Because of the mathematical calculations involved and the memory required to store the confidence values the heuristic confidence filtering does require a bit more computation time but not to the point where it should be noticeable.
We are excited to offer this feature and we hope that it helps with “entity noise.” We welcome your feedback on how it performs for you! For more information on this feature you can refer to the Idyl E3 2.2.0 User Documentation or by contacting us. Look for Idyl E3 2.2.0 to be available in February 2017.
Idyl E3 2.1.0 has been released. This version introduces a new version of the API that includes changes to the extract and ingest endpoints. With version 2 of the API these two endpoints accept text in the body of the request instead of as a query string parameter. Version 1 of the API is still available so you do not need to update your clients unless you just want to or need to for other reasons. The Idyl E3 Java SDK and the Idyl E3 .NET SDK have been updated to use API v2.
Idyl E3 2.1.0 is based on a customized OpenNLP 1.7.0 which was released in early January 2016. Previous versions of Idyl E3 were based on a customized OpenNLP 1.6.0.
Idyl E3 2.1.0 Analyst Edition will be available on the AWS Marketplace soon. The Analyst Edition includes all plugins and allows for the use of unlimited custom models without separate licensing. (See the Idyl E3 edition comparison.)
Today we are announcing Idyl E3 2.0. It has been over a year since version 1.0 was introduced and we’d like to thank our users for helping us to reach this milestone. The main goals of version 2.0 were to make Idyl E3 extensible and increase performance. We would like to thank our users for helping us get to this milestone release. We could not have done it without your feedback and comments.
Idyl E3 is available for download from our website. Look for Idyl E3 2.0 to be available on the AWS Marketplace and other channels shortly thereafter.
This edition of Idyl E3 is free. It includes an English-persons entity model and no plugins. This edition can be customized with plugins and models to meet your requirements.
Idyl E3 Standard Edition
The Standard Edition includes everything in the free edition plus model evaluation tools and priority email technical support.
Idly E3 Analyst Edition
The Analyst Edition includes everything in the standard edition plus all plugins and supports unlimited custom models.
In Idyl E3 1.x, things like email addresses and phone numbers were extracted through built-in functionality called extraction modules.
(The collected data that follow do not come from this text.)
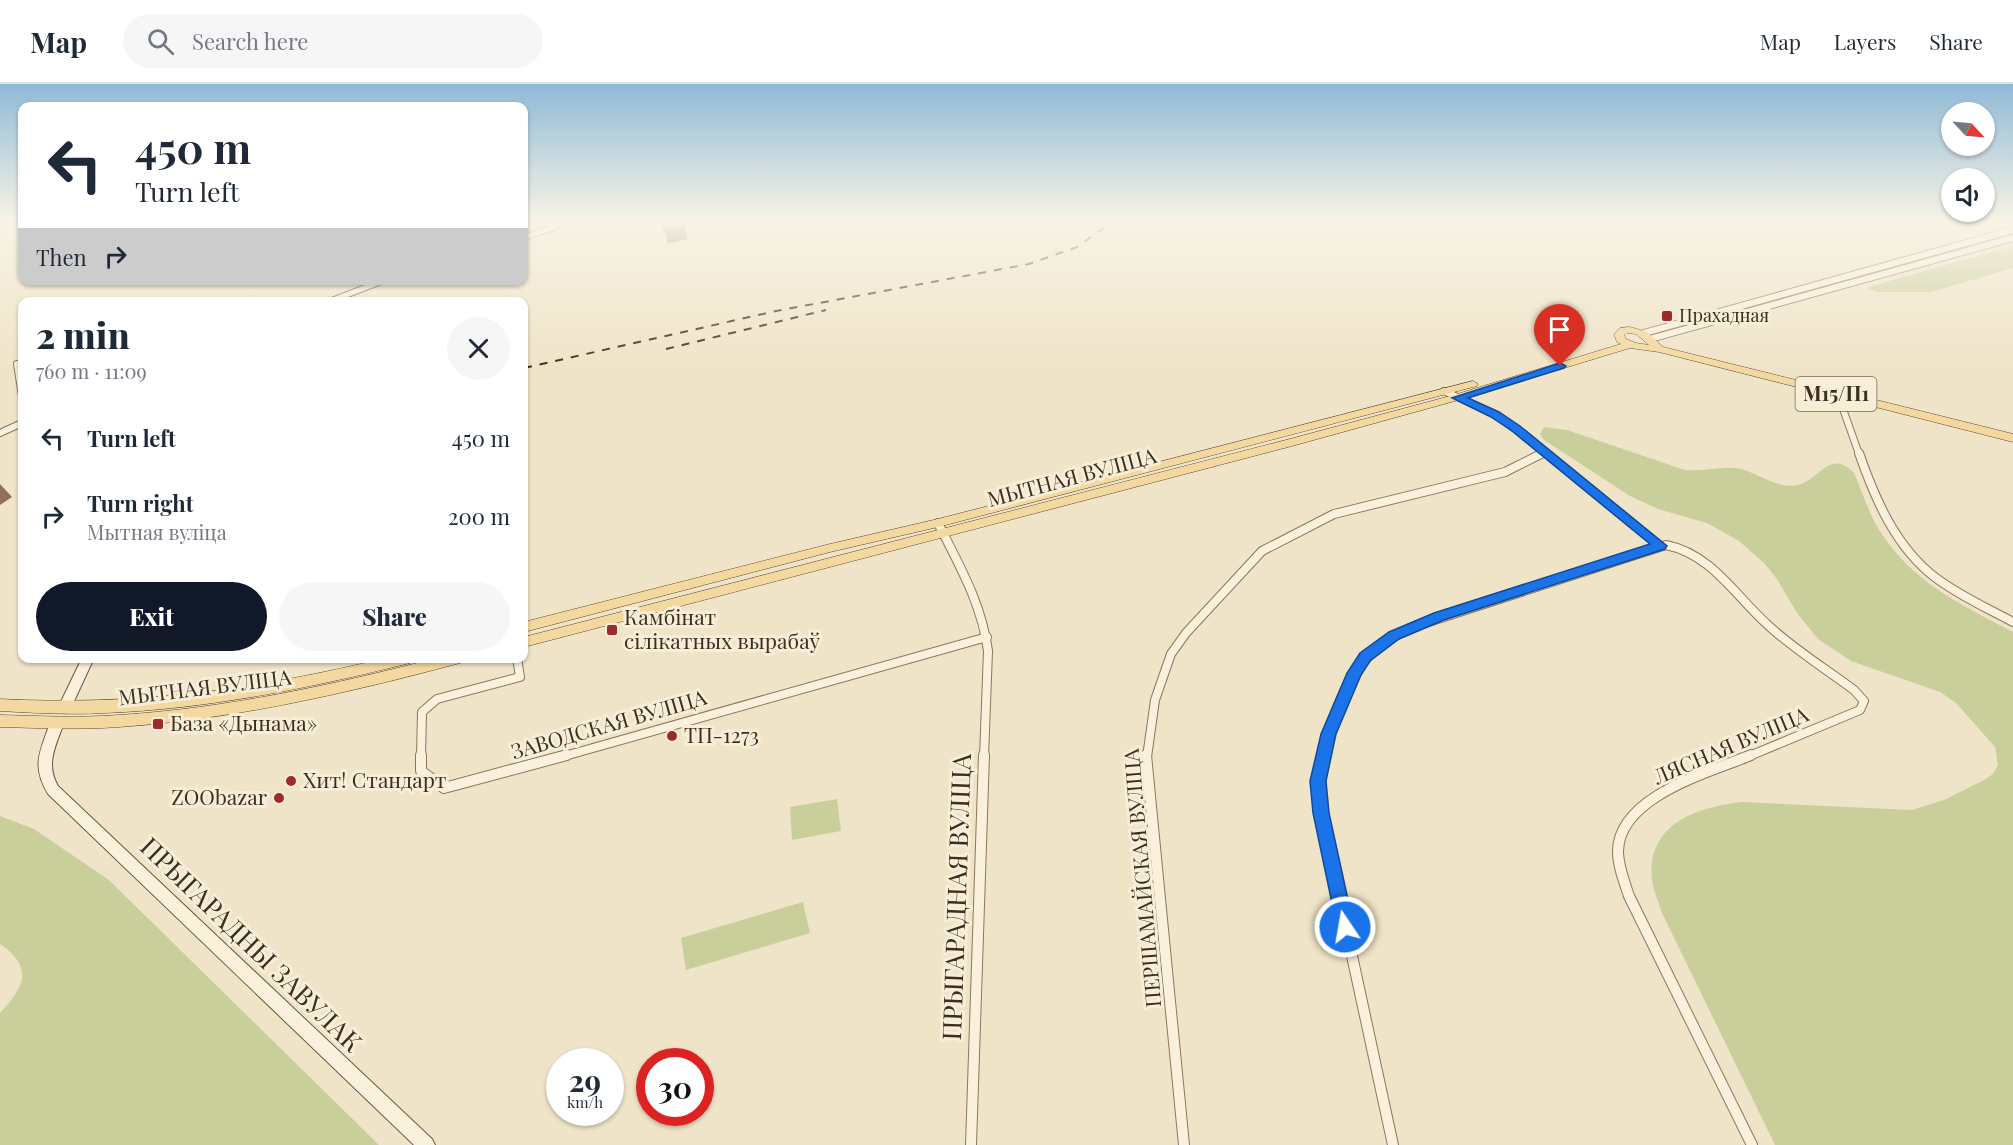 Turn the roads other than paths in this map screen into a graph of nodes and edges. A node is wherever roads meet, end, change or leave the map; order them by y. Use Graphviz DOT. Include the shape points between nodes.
graph roads {
  1 [pos="1888,269"];
  2 [pos="1906,269"];
  3 [pos="374,285"];
  4 [pos="339,297"];
  5 [pos="1625,342"];
  6 [pos="1650,342"];
  7 [pos="17,364"];
  8 [pos="18,370"];
  9 [pos="1444,392"];
  10 [pos="1838,395"];
  11 [pos="1458,398"];
  12 [pos="18,425"];
  13 [pos="0,433"];
  14 [pos="2013,438"];
  15 [pos="1545,452"];
  16 [pos="941,528"];
  17 [pos="1660,546"];
  18 [pos="2013,622"];
  19 [pos="528,626"];
  20 [pos="987,637"];
  21 [pos="528,641"];
  22 [pos="86,663"];
  23 [pos="388,663"];
  24 [pos="440,663"];
  25 [pos="518,663"];
  26 [pos="0,705"];
  27 [pos="64,708"];
  28 [pos="0,721"];
  29 [pos="57,723"];
  30 [pos="426,1145"];
  31 [pos="971,1145"];
  32 [pos="1184,1145"];
  33 [pos="1393,1145"];
  34 [pos="1752,1145"];
  1 -- 6 [label="street"];
  2 -- 6 [label="street"];
  3 -- 4 [label="street"];
  5 -- 6 [label="main road, М15/П1"];
  5 -- 9 [label="main road, МЫТНАЯ ВУЛІЦА"];
  5 -- 11 [label="main road, МЫТНАЯ ВУЛІЦА"];
  6 -- 10 [label="main road, М15/П1"];
  7 -- 8 [label="street"];
  9 -- 11 [label="street"];
  9 -- 16 [label="main road, МЫТНАЯ ВУЛІЦА"];
  10 -- 14 [label="main road, М15/П1"];
  10 -- 18 [label="street" via="1878,498 1895,534 1914,559 1952,588"];
  11 -- 15 [label="street" via="1505,421"];
  11 -- 16 [label="main road, МЫТНАЯ ВУЛІЦА"];
  12 -- 13 [label="street"];
  15 -- 17 [label="street"];
  15 -- 32 [label="street, ПЕРШАМАЙСКАЯ ВУЛІЦА" via="1505,472 1343,511 1271,545 1254,558 1171,654 1155,700 1146,751"];
  16 -- 19 [label="main road, МЫТНАЯ ВУЛІЦА" via="830,548"];
  16 -- 20 [label="street, ПРЫГАРАДНАЯ ВУЛІЦА" via="973,591"];
  16 -- 21 [label="main road, МЫТНАЯ ВУЛІЦА"];
  17 -- 33 [label="street" via="1402,631 1365,657 1344,695 1323,751 1318,799"];
  17 -- 34 [label="street, ЛЯСНАЯ ВУЛІЦА" via="1678,546 1698,557 1767,624 1864,701 1860,710 1659,793 1635,812 1620,836 1617,850 1629,896"];
  20 -- 25 [label="street, ЗАВОДСКАЯ ВУЛІЦА" via="444,788 421,771 422,712 437,699 520,677"];
  20 -- 31 [label="street, ПРЫГАРАДНАЯ ВУЛІЦА"];
  22 -- 27 [label="street"];
  23 -- 27 [label="main road, МЫТНАЯ ВУЛІЦА" via="264,691 164,705"];
  24 -- 29 [label="main road, МЫТНАЯ ВУЛІЦА" via="302,698 165,718"];
  26 -- 27 [label="main road, МЫТНАЯ ВУЛІЦА"];
  27 -- 29 [label="main road"];
  28 -- 29 [label="main road, МЫТНАЯ ВУЛІЦА"];
  29 -- 30 [label="street, ПРЫГАРАДНЫ ЗАВУЛАК" via="44,760 44,777 53,790"];
}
In version 2.0 we are introducing plugins. There are two types of plugins – a plugin type that perform an entity extraction and a plugin type that publishes the extracted entities. Plugins can be downloaded from our website and installed in your Idyl E3. The following plugins are currently available or will soon be:
Text Consumption Plugins
Consume input text from Kafka topic
Consume input text from Kinesis stream
Entity Extraction Plugins
Phone numbers extraction plugin
Email addresses extraction plugin
Hashtags extraction plugin
User mentions extraction plugin
Document Processing Plugins
Parse text from PDF files
Entity Publisher Plugins
AWS Kinesis Firehose publisher plugin
EntityDB publisher plugin
Internal changes were made to improve Idyl E3’s performance to lower the time to extract entities. One change was the removal of the web-based dashboard. Configuration is now done directly through the properties file.
Custom Sentence and Token Models
Also new in version 2.0 to increase performance is the ability to generate and use custom sentence and token models. In versions 1.x, internal models were used for sentence detection and sentence tokenizing. These models were not always representative of the input text so their performance was degraded. In version 2.0 you have the option to generate sentence and token models from your data or use the legacy internal models just as versions 1.x did. You can still create your own entity models.